◆ **Your task**: Show every line in the records below that contains the word "each".

◆ **Records**:
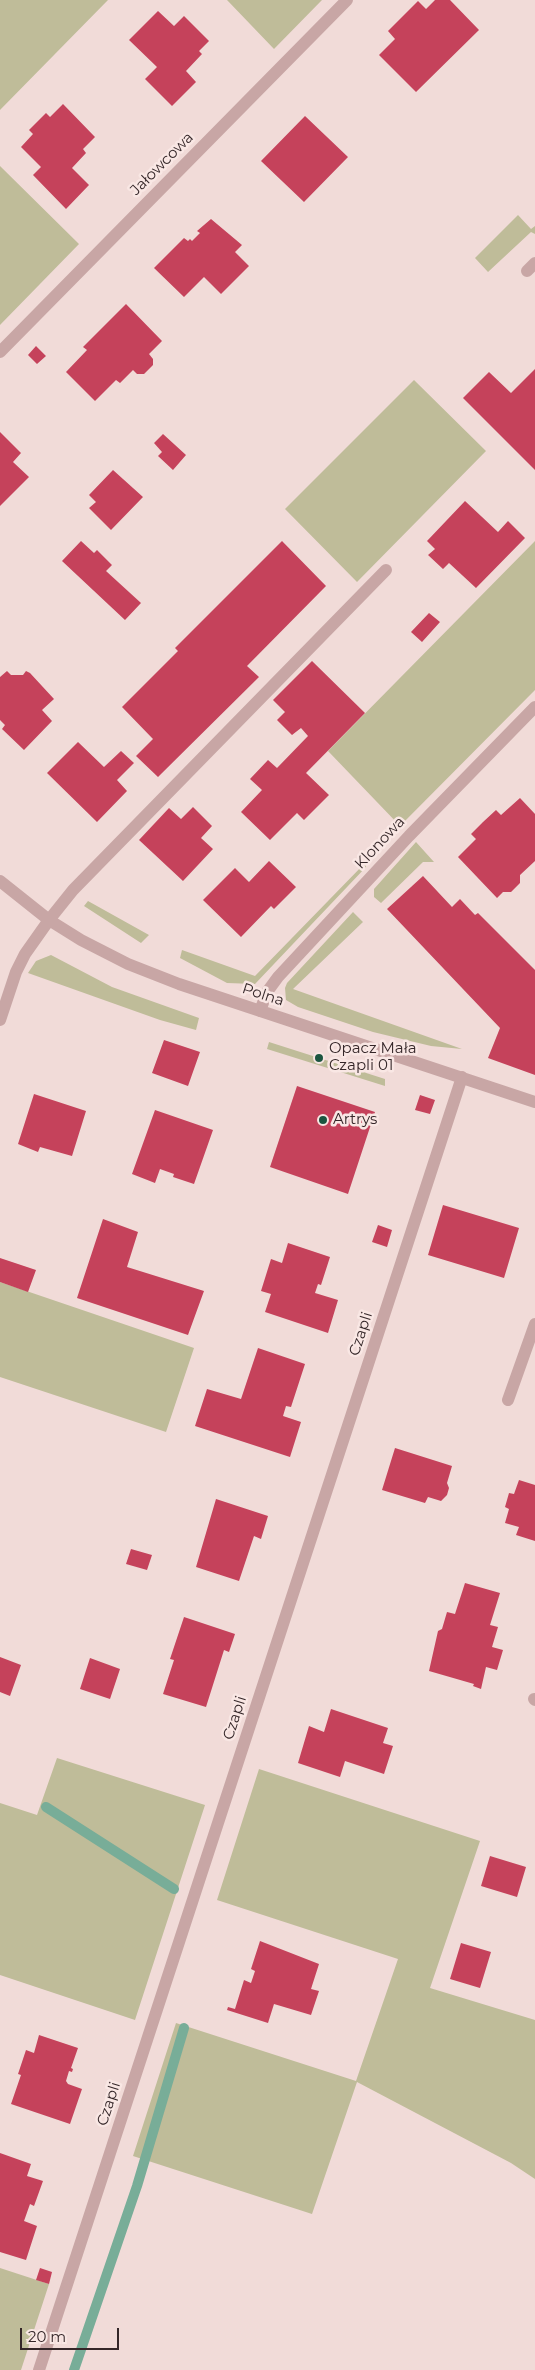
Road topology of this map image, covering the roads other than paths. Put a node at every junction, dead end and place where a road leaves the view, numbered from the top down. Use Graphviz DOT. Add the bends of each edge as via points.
graph roads {
  1 [pos="347,0"];
  2 [pos="0,352"];
  3 [pos="386,570"];
  4 [pos="535,707"];
  5 [pos="0,881"];
  6 [pos="49,920"];
  7 [pos="260,1011"];
  8 [pos="0,1020"];
  9 [pos="462,1077"];
  10 [pos="535,1102"];
  11 [pos="535,1324"];
  12 [pos="508,1400"];
  13 [pos="39,2370"];
  1 -- 2 [label="street, Jałowcowa"];
  3 -- 6 [label="street" via="73,890"];
  4 -- 7 [label="street, Klonowa" via="415,829 278,977 266,992"];
  5 -- 6 [label="street, Polna"];
  6 -- 7 [label="street, Polna" via="128,964"];
  6 -- 8 [label="street" via="20,964"];
  7 -- 9 [label="street, Polna"];
  9 -- 10 [label="street, Polna"];
  9 -- 13 [label="street, Czapli"];
  11 -- 12 [label="street"];
}
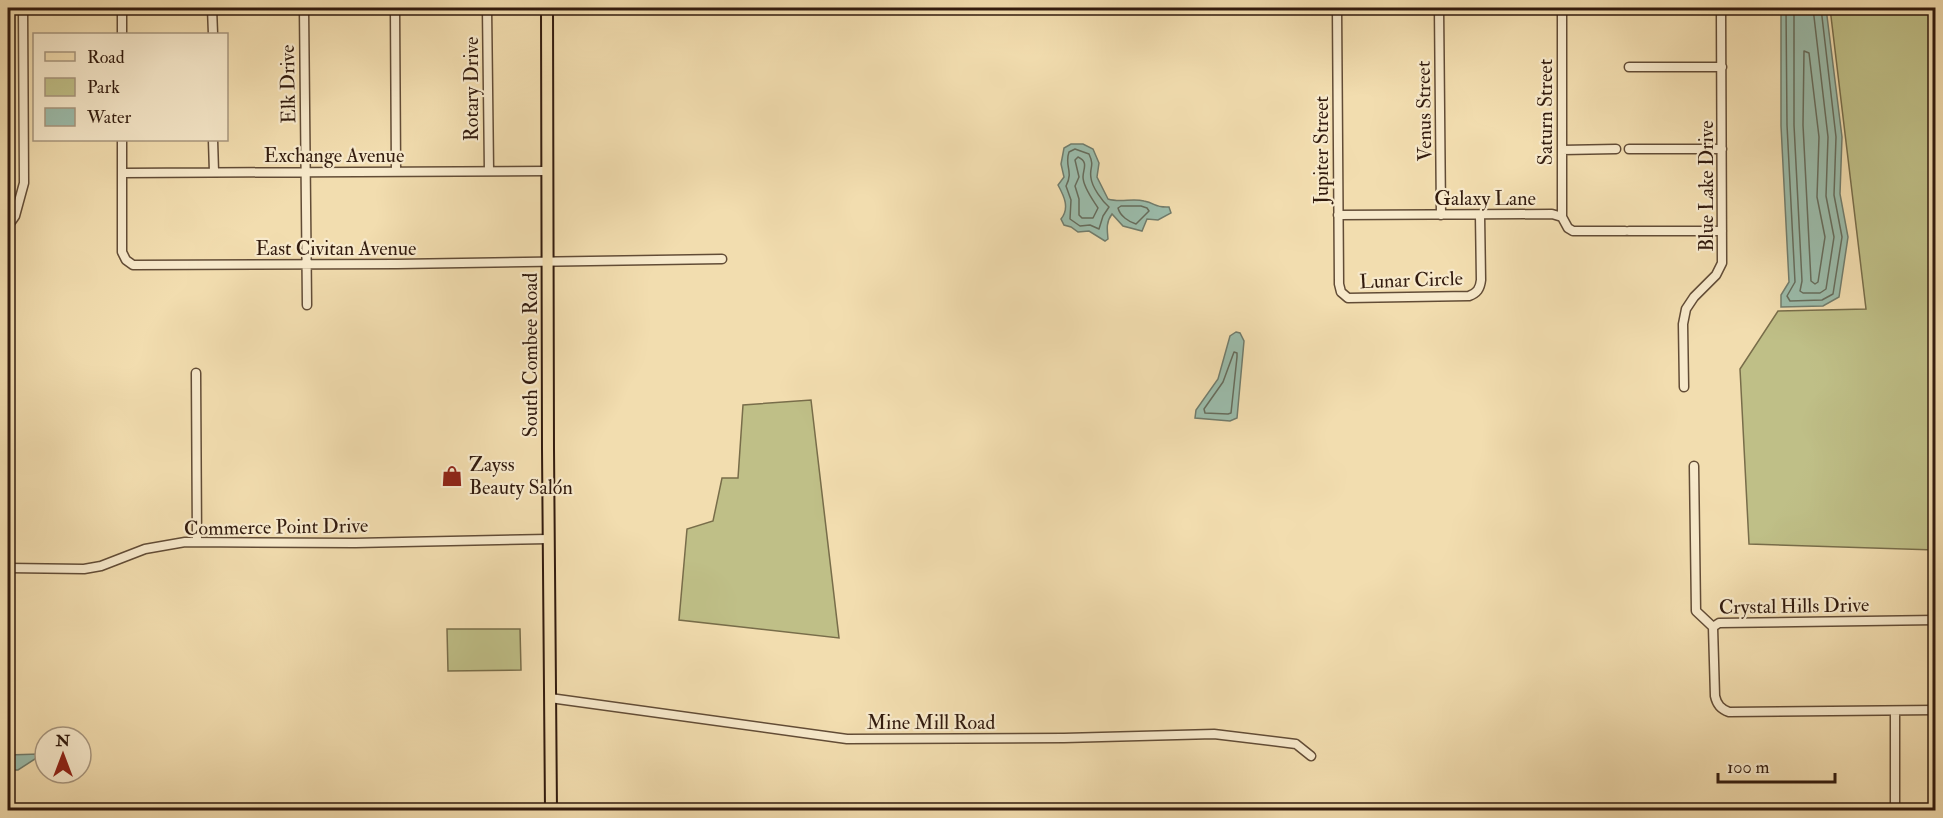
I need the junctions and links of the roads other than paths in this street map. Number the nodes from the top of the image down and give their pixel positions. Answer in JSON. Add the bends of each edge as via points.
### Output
{"nodes":[{"id":1,"x":23,"y":8,"type":"edge"},
{"id":2,"x":122,"y":8,"type":"edge"},
{"id":3,"x":212,"y":8,"type":"edge"},
{"id":4,"x":304,"y":8,"type":"edge"},
{"id":5,"x":395,"y":8,"type":"edge"},
{"id":6,"x":487,"y":8,"type":"edge"},
{"id":7,"x":547,"y":8,"type":"edge"},
{"id":8,"x":1337,"y":8,"type":"edge"},
{"id":9,"x":1439,"y":8,"type":"edge"},
{"id":10,"x":1562,"y":8,"type":"edge"},
{"id":11,"x":1721,"y":8,"type":"edge"},
{"id":12,"x":122,"y":33,"type":"edge"},
{"id":13,"x":213,"y":33,"type":"edge"},
{"id":14,"x":1629,"y":67,"type":"dead end"},
{"id":15,"x":1722,"y":67,"type":"junction"},
{"id":16,"x":122,"y":141,"type":"edge"},
{"id":17,"x":213,"y":141,"type":"edge"},
{"id":18,"x":1616,"y":149,"type":"dead end"},
{"id":19,"x":1629,"y":149,"type":"dead end"},
{"id":20,"x":1722,"y":149,"type":"junction"},
{"id":21,"x":1562,"y":150,"type":"junction"},
{"id":22,"x":396,"y":171,"type":"junction"},
{"id":23,"x":489,"y":171,"type":"junction"},
{"id":24,"x":547,"y":171,"type":"junction"},
{"id":25,"x":214,"y":172,"type":"junction"},
{"id":26,"x":307,"y":172,"type":"junction"},
{"id":27,"x":122,"y":173,"type":"junction"},
{"id":28,"x":1338,"y":214,"type":"junction"},
{"id":29,"x":1441,"y":215,"type":"junction"},
{"id":30,"x":1480,"y":215,"type":"junction"},
{"id":31,"x":1562,"y":217,"type":"junction"},
{"id":32,"x":8,"y":226,"type":"edge"},
{"id":33,"x":1722,"y":231,"type":"junction"},
{"id":34,"x":722,"y":259,"type":"dead end"},
{"id":35,"x":548,"y":262,"type":"junction"},
{"id":36,"x":307,"y":264,"type":"junction"},
{"id":37,"x":1341,"y":292,"type":"joint"},
{"id":38,"x":307,"y":305,"type":"dead end"},
{"id":39,"x":196,"y":373,"type":"dead end"},
{"id":40,"x":1684,"y":387,"type":"dead end"},
{"id":41,"x":1694,"y":466,"type":"dead end"},
{"id":42,"x":548,"y":539,"type":"junction"},
{"id":43,"x":197,"y":542,"type":"junction"},
{"id":44,"x":8,"y":568,"type":"edge"},
{"id":45,"x":1935,"y":621,"type":"edge"},
{"id":46,"x":1713,"y":627,"type":"junction"},
{"id":47,"x":550,"y":698,"type":"junction"},
{"id":48,"x":1935,"y":710,"type":"edge"},
{"id":49,"x":1895,"y":711,"type":"junction"},
{"id":50,"x":1311,"y":756,"type":"dead end"},
{"id":51,"x":551,"y":810,"type":"edge"},
{"id":52,"x":1895,"y":810,"type":"edge"}],
"edges":[{"from":1,"to":32,"type":"street","via":[[24,183],[15,216]]},
{"from":2,"to":12,"type":"street"},
{"from":3,"to":13,"type":"street"},
{"from":4,"to":26,"type":"street","name":"Elk Drive"},
{"from":5,"to":22,"type":"street"},
{"from":6,"to":23,"type":"street","name":"Rotary Drive"},
{"from":7,"to":24,"type":"main road","name":"South Combee Road"},
{"from":8,"to":28,"type":"street","name":"Jupiter Street"},
{"from":9,"to":29,"type":"street","name":"Venus Street"},
{"from":10,"to":21,"type":"street","name":"Saturn Street"},
{"from":11,"to":15,"type":"street","name":"Blue Lake Drive"},
{"from":14,"to":15,"type":"street"},
{"from":15,"to":20,"type":"street","name":"Blue Lake Drive"},
{"from":16,"to":27,"type":"street"},
{"from":17,"to":25,"type":"street"},
{"from":18,"to":21,"type":"street"},
{"from":19,"to":20,"type":"street"},
{"from":20,"to":33,"type":"street","name":"Blue Lake Drive"},
{"from":21,"to":31,"type":"street","name":"Saturn Street"},
{"from":22,"to":23,"type":"street","name":"Exchange Avenue"},
{"from":22,"to":26,"type":"street","name":"Exchange Avenue"},
{"from":23,"to":24,"type":"street","name":"Exchange Avenue"},
{"from":24,"to":35,"type":"main road","name":"South Combee Road"},
{"from":25,"to":26,"type":"street","name":"Exchange Avenue"},
{"from":25,"to":27,"type":"street","name":"Exchange Avenue"},
{"from":26,"to":36,"type":"street","name":"Elk Drive"},
{"from":27,"to":36,"type":"street","name":"East Civitan Avenue","via":[[122,252],[133,264]]},
{"from":28,"to":29,"type":"street","name":"Galaxy Lane"},
{"from":28,"to":37,"type":"street","name":"Jupiter Street"},
{"from":29,"to":30,"type":"street","name":"Galaxy Lane"},
{"from":30,"to":31,"type":"street","name":"Galaxy Lane"},
{"from":30,"to":37,"type":"street","name":"Lunar Circle","via":[[1480,287],[1476,293],[1348,298]]},
{"from":31,"to":33,"type":"street","name":"Galaxy Lane","via":[[1573,231]]},
{"from":33,"to":40,"type":"street","name":"Blue Lake Drive","via":[[1722,263],[1686,309]]},
{"from":34,"to":35,"type":"street","name":"East Civitan Avenue"},
{"from":35,"to":36,"type":"street","name":"East Civitan Avenue"},
{"from":35,"to":42,"type":"main road","name":"South Combee Road"},
{"from":36,"to":38,"type":"street","name":"Elk Drive"},
{"from":39,"to":43,"type":"street"},
{"from":41,"to":46,"type":"street","name":"Crystal Hills Drive","via":[[1696,611]]},
{"from":42,"to":43,"type":"street","name":"Commerce Point Drive"},
{"from":42,"to":47,"type":"main road","name":"South Combee Road"},
{"from":43,"to":44,"type":"street","name":"Commerce Point Drive","via":[[145,549],[84,569]]},
{"from":45,"to":46,"type":"street","name":"Crystal Hills Drive","via":[[1719,623]]},
{"from":46,"to":49,"type":"street","via":[[1715,696],[1720,707],[1729,712]]},
{"from":47,"to":50,"type":"street","name":"Mine Mill Road","via":[[847,739],[1214,734],[1296,744]]},
{"from":47,"to":51,"type":"main road","name":"South Combee Road"},
{"from":48,"to":49,"type":"street"},
{"from":49,"to":52,"type":"street"}]}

◆ **Answer section**:
Road topology of this map image, covering the roads other than paths. Put a node at every junction, dead end and place where a road leaves the view, numbered from the top down. Use Graphviz DOT. Add the bends of each edge as via points.
I need the junctions and links of the roads other than paths in this street map. Number the nodes from the top of the image down and give their pixel positions. Answer in JSON. Add the bends of each edge as via points.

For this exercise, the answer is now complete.